# Lesco 50 lb spreader replacement parts



## Gorgonzola17 (Feb 28, 2018)

So I just found a 50 lb Lesco Spreader locally for $40. Due to the high quality of the spreader and the good price I jumped on it. The spreader is a little rough and needs some TLC. One thing that is missing are the handle grips (the guy had some grip tape on the handles). I wanted to see if anyone on here ever replaced handle grips on there spreader or something similar. I can get the OEM Handle Grips (p/n 030446 from G&G Fleet Supply) for $24.00 shipped, but would anyone recommend a non OEM Handle Grip instead? Another thing that was missing is the plastic screen. I can get the plastic screen (p/n 092418) for around $16.00. Is this screen really that beneficial or not necessary?? One last thing that is an option to this spreader is the deflector. This part would cost close to $70, so I am leaning toward not purchasing this. It looks like there is a slide lever which allows you to close one of the holes in the spreader.

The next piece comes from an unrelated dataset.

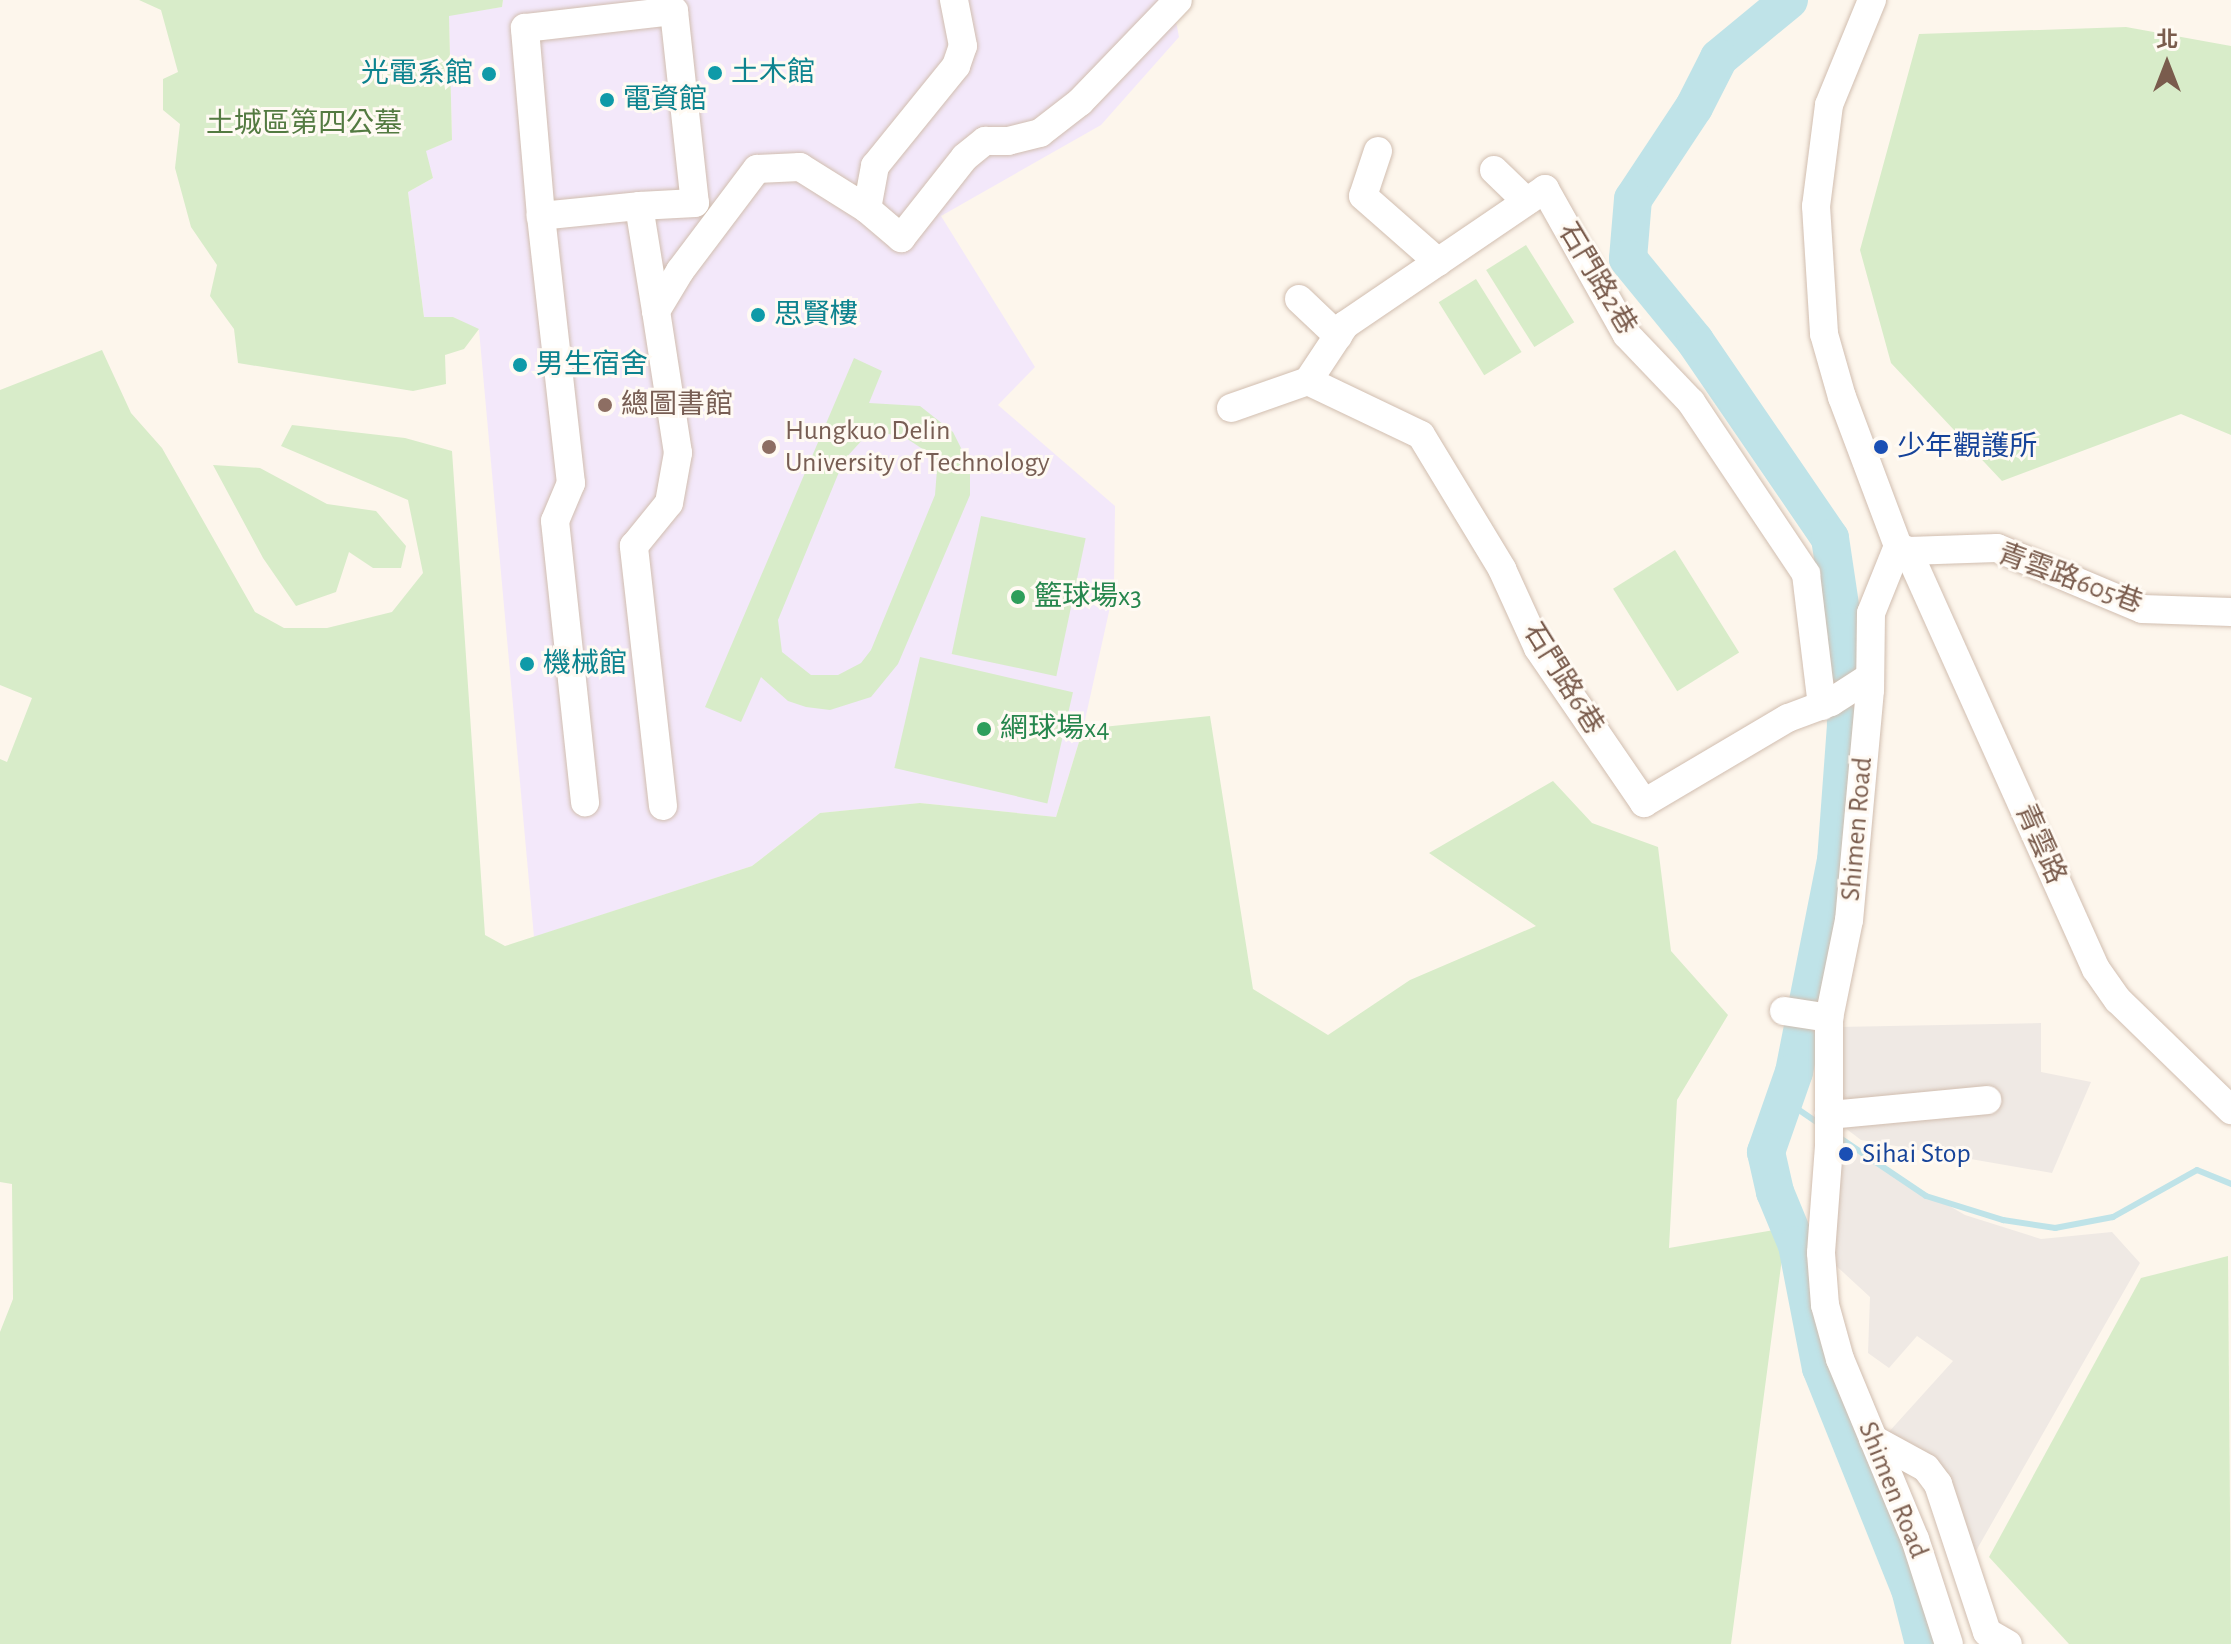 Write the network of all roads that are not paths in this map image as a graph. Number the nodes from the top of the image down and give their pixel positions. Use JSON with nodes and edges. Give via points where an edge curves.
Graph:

This could help when you are doing your trim pass (reminds me of the side spread control on the Earthway spreaders). Thanks in advance for any input.


----------



## Mightyquinn (Jan 31, 2017)

For the grips you might want to look into getting some bike grips as they would probably be cheaper or about the same price and probably more comfortable just make sure the OD is the same as the ID of the grips you find. The screen is a nice option to have as it keeps "chunks" of fertilizer and other material from getting down in the hopper and possibly clogging things up.


----------



## Gorgonzola17 (Feb 28, 2018)

Mightyquinn said:


> For the grips you might want to look into getting some bike grips as they would probably be cheaper or about the same price and probably more comfortable just make sure the OD is the same as the ID of the grips you find. The screen is a nice option to have as it keeps "chunks" of fertilizer and other material from getting down in the hopper and possibly clogging things up.


Thanks for the advice. As you said, just got to make sure the ID is the same as the OEM ones. For $16.00 I think I will get the screen.


----------



## Reel Low Dad (Jun 1, 2017)

I used some lock on grip on my 80 frame. I think the 50 is the same size. Fit perfect and looks great. They were like $12 on Amazon. Oh I painted the gram that's why it black.


----------